**SUPPLIED MATERIAL:**
* * * * *
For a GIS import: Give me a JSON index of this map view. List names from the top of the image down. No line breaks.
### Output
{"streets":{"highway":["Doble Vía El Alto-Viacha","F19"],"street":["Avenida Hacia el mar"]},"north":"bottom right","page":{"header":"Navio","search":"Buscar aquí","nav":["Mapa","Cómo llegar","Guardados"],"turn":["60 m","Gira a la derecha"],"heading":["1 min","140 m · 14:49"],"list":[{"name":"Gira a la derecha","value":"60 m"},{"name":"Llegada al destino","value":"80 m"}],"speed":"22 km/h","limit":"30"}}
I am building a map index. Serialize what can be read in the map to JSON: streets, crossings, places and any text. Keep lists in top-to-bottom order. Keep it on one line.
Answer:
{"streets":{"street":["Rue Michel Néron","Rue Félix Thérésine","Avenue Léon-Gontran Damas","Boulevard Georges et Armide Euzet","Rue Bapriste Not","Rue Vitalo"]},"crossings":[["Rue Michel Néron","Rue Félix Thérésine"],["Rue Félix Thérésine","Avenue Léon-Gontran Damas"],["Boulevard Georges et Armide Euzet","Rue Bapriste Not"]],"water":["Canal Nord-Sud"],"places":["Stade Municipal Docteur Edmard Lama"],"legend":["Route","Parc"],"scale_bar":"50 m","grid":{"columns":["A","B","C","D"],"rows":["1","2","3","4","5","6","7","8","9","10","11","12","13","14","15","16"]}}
* * * * *
**HOW TO COMPLETE THIS TASK:**
Scan the records for the string "index". Copy each line in which it appears.

**REPLY TO THE TASK:**
For a GIS import: Give me a JSON index of this map view. List names from the top of the image down. No line breaks.
I am building a map index. Serialize what can be read in the map to JSON: streets, crossings, places and any text. Keep lists in top-to-bottom order. Keep it on one line.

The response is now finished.